Can Carney Build a New Majority Around the Promise of Getting Things Done? | Unpublished
Hello!
Source Feed: Walrus
Author: Colin Horgan
Publication Date: December 12, 2025 - 06:30

Stay informed

Can Carney Build a New Majority Around the Promise of Getting Things Done?

December 12, 2025

“The level of uncertainty is higher than what we have seen and felt for generations,” federal finance minister François-Philippe Champagne told the House of Commons in early November, describing the current state of the Canadian economy.

The transition Canada is undergoing—including the reshaping of “the rules-based international order and the trading system that powered Canada’s prosperity for decades”—is “a true generational shift,” he said. And it was in this spirit, he told the members of Parliament in the House, that he presented this year’s budget, the first from the Mark Carney Liberal government. Champagne then quoted former prime minister Jean Chrétien: “Let’s accept this role with humility, but also with confidence.”

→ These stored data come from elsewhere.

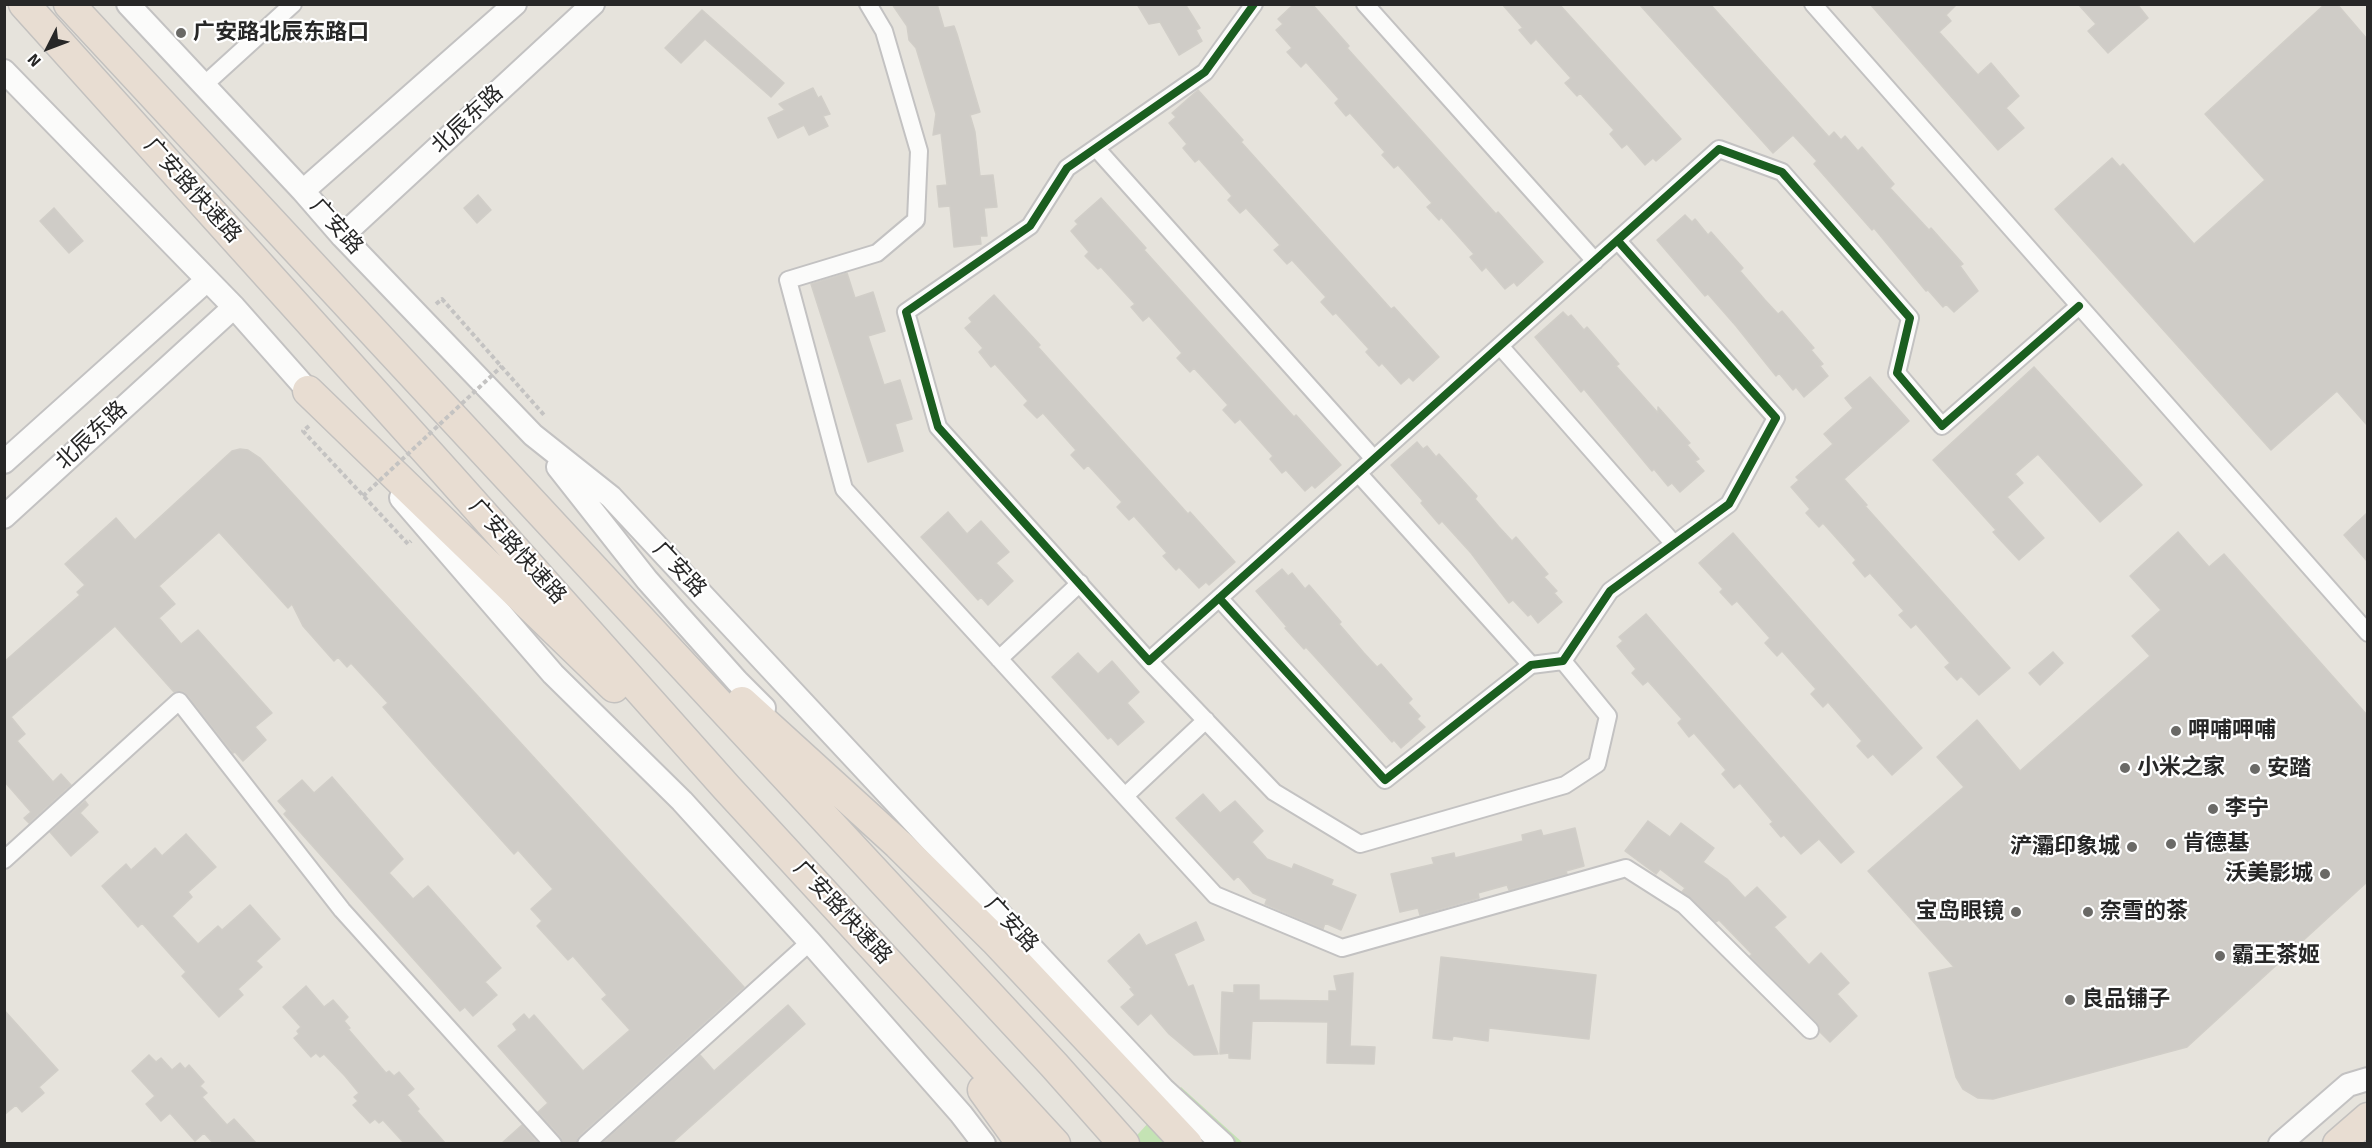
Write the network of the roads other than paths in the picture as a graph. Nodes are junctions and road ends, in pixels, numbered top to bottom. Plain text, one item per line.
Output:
1 (24, 4) edge
2 (69, 4) edge
3 (128, 4) edge
4 (293, 4) edge
5 (515, 4) edge
6 (593, 4) edge
7 (868, 4) edge
8 (1254, 4) edge
9 (1365, 4) edge
10 (1812, 4) edge
11 (4, 71) edge
12 (204, 85) junction
13 (1096, 148) junction
14 (303, 191) junction
15 (342, 236) junction
16 (1618, 241) junction
17 (1595, 261) junction
18 (207, 280) junction
19 (2079, 306) junction
20 (234, 307) junction
21 (1500, 346) junction
22 (308, 391) junction
23 (533, 435) junction
24 (1374, 459) junction
25 (4, 462) edge
26 (1358, 473) junction
27 (4, 517) edge
28 (1674, 544) junction
29 (594, 568) junction
30 (1080, 583) junction
31 (1219, 598) junction
32 (2367, 633) edge
33 (999, 659) junction
34 (1149, 661) junction
35 (1563, 661) junction
36 (1531, 665) junction
37 (1206, 720) junction
38 (727, 788) junction
39 (1125, 796) junction
40 (898, 844) junction
41 (4, 860) edge
42 (810, 942) junction
43 (1810, 1030) dead end
44 (2367, 1079) edge
45 (1006, 1105) junction
46 (2367, 1118) edge
47 (1122, 1141) edge
48 (554, 1143) edge
49 (586, 1143) edge
50 (984, 1143) edge
51 (1022, 1143) edge
52 (1055, 1143) edge
53 (1187, 1143) edge
54 (1223, 1143) edge
55 (2280, 1143) edge
56 (2338, 1143) edge

1 - 38 highway, 广安路快速路
2 - 29 highway, 广安路快速路
3 - 12 main road, 广安路
4 - 12 street
5 - 14 main road
6 - 15 main road, 北辰东路
7 - 33 street
8 - 13 street
9 - 17 street
10 - 19 street
11 - 18 main road
12 - 14 main road, 广安路
13 - 24 street
13 - 30 street
14 - 15 main road, 广安路
15 - 23 main road, 广安路
16 - 17 street
16 - 19 street
16 - 28 street
17 - 21 street
18 - 20 main road
18 - 25 main road, 北辰东路
19 - 32 street
20 - 22 main road
20 - 27 main road, 北辰东路
21 - 24 street
21 - 28 street
22 - 38 highway
22 - 42 main road
23 - 40 main road
23 - 54 main road, 广安路
24 - 26 street
26 - 31 street
26 - 36 street
28 - 35 street
29 - 40 highway
29 - 47 highway, 广安路快速路
30 - 33 street
30 - 34 street
31 - 34 street
31 - 36 street
33 - 39 street
34 - 37 street
35 - 36 street
35 - 37 street
37 - 39 street
38 - 45 highway, 广安路快速路
39 - 43 street
40 - 53 highway
41 - 48 street
42 - 49 street
42 - 50 main road
44 - 55 main road
45 - 51 highway
45 - 52 highway
46 - 56 highway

Dubbed “Canada Strong,” the plan aims to mobilize roughly $1 trillion in public and private investment over five years, shifting Ottawa’s focus toward nation building, with major spending on housing, infrastructure, clean energy, defence, and innovation. If it’s true that, with this budget, we’re entering a new era, it seems worth remembering what we’re leaving behind.

As it happens, it’s the era Chrétien set in motion as finance minister. One in which markets were assumed more reliable than states, in which efficiency mattered more than capacity, and in which governments were to be lean and constrained and out of the way. An era during which privatization and deregulation, lower taxes, and free trade deals reigned, based on the consensus that growth could be coordinated externally rather than built from within. As for people’s expectations of governments—sure, they delivered decreasing support to citizens, but that was up to the market.

This period of neoliberalism worked—for a while, anyway. As Champagne noted, Canada broadly prospered. We became a central, though relatively small, cog in a massive global market that, luckily for us, revolved around a reliable and immense American economy. But it also fulfilled its promise in other ways too. Neoliberalism said that government was the problem, then spent forty years making it into one, weakening it from the inside out. Government outsourced expertise, trimmed capacity, and allowed its machinery of delivery to rust.

What finally ended neoliberalism was a sequence of stresses that exposed its limits, including the financial crash of 2008 and the COVID-19 pandemic. Each crisis revealed how much of that prosperity was built on the shaky ground of speculation and debt and how little institutional trust underpinned the entire apparatus. We are now living in the aftermath, the post-neoliberal moment. We watch the state struggle to do the things it once could decades ago. Big things, like supporting housing, or building infrastructure, or coordinating national security. Or smaller ones, like issuing passports on time, delivering the mail, or recruiting a military.

The real issue at hand for Prime Minister Carney and his budget isn’t about scale. It’s about execution. A larger state that still can’t plan or build will only deepen the cynicism. What matters now is showing that the government works at all. Canadians, for the most part, believe he is capable. In a pre-budget poll, Nanos revealed that 59 percent of Canadians said that Carney is the most trusted leader to support economic growth—besting Conservative leader Pierre Poilievre in every region.

But rebuilding administrative capacity is not only a governance challenge but a political wager. If Carney can prove the government can act with coherence and purpose, he might bring into existence a new electoral bloc organized around restored institutional competence. In a way, his entire project depends on it.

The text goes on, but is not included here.